**EXERCISE AIM:** Below are some records; state how many of their lines contain the word "Водопроводная", and add nothing.

**ENTRIES SUPPLIED:**
[Start of section]

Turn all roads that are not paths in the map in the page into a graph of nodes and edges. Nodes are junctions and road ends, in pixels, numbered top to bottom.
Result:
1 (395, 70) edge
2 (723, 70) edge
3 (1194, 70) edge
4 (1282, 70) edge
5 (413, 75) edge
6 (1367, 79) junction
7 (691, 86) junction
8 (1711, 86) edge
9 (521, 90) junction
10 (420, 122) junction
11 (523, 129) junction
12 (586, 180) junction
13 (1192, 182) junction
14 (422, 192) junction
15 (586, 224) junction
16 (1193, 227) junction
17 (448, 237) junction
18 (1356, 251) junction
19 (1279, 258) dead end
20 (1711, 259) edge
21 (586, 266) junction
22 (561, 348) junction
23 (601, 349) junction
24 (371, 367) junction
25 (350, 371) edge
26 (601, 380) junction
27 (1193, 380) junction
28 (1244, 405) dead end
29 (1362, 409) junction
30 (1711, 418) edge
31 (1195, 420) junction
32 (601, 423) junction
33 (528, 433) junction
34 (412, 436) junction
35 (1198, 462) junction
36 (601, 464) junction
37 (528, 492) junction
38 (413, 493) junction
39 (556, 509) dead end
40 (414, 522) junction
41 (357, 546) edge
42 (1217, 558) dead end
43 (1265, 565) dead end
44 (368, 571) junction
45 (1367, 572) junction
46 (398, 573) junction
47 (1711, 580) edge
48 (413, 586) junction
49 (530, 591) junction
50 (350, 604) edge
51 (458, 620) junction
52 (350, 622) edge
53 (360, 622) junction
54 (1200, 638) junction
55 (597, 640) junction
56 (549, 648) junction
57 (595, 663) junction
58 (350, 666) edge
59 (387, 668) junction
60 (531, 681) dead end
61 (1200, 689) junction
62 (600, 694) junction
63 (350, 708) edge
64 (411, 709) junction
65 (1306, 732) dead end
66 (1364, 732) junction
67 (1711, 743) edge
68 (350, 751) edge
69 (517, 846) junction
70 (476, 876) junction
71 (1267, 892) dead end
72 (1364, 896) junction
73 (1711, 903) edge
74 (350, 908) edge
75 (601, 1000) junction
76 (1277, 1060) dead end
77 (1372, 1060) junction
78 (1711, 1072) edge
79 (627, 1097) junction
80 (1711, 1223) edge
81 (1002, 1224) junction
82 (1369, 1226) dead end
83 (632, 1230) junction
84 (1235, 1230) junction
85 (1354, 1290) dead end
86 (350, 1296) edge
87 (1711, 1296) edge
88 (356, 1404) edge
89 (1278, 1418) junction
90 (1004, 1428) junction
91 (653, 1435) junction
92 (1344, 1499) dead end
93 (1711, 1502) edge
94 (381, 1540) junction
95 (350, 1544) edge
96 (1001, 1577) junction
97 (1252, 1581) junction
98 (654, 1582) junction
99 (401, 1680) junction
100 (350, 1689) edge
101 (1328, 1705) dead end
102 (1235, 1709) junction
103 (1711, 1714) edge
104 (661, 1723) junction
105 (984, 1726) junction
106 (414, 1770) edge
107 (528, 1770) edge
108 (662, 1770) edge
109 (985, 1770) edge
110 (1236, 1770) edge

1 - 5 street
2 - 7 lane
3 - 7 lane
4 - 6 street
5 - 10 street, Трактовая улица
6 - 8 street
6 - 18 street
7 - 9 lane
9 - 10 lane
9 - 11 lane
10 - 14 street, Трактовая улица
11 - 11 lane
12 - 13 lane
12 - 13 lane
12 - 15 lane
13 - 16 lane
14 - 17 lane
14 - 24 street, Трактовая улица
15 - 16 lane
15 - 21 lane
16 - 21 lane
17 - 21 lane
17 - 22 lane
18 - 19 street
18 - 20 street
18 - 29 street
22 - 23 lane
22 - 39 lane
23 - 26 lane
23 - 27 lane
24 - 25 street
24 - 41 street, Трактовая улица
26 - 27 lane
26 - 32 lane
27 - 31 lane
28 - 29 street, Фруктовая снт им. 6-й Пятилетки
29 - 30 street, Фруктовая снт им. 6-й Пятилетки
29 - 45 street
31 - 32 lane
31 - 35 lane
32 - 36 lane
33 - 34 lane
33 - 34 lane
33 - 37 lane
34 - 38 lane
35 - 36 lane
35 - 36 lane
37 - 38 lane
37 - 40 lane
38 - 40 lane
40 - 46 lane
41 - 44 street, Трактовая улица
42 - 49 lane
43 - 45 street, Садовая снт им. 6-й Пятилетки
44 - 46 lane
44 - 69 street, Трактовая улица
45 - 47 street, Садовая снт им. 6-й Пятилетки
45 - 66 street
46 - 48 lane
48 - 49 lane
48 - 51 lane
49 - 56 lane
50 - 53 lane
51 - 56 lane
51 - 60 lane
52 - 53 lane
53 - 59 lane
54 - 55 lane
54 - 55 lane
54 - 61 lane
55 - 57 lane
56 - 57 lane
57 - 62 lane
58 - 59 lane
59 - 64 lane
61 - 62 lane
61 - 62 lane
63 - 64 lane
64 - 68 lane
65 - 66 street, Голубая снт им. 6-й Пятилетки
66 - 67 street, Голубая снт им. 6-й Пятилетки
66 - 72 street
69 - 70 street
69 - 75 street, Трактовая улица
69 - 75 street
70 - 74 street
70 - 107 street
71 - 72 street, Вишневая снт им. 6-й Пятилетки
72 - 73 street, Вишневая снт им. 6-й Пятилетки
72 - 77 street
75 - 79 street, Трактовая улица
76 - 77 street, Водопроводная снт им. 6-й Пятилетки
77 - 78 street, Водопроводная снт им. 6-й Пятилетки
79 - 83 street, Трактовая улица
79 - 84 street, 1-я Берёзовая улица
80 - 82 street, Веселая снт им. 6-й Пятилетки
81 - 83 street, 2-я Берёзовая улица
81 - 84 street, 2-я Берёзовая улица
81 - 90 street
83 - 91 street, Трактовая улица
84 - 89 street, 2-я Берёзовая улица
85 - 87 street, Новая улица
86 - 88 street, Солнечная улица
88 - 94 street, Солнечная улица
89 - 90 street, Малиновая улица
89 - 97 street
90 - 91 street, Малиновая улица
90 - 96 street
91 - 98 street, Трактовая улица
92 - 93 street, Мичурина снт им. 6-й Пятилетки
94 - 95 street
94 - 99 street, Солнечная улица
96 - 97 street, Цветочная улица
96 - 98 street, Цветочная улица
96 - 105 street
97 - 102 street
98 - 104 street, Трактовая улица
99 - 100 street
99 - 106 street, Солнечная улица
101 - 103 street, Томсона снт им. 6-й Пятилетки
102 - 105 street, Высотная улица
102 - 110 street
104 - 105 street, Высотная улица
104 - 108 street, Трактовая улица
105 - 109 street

[End of section]

**SOLUTION FOR THIS TASK:** 2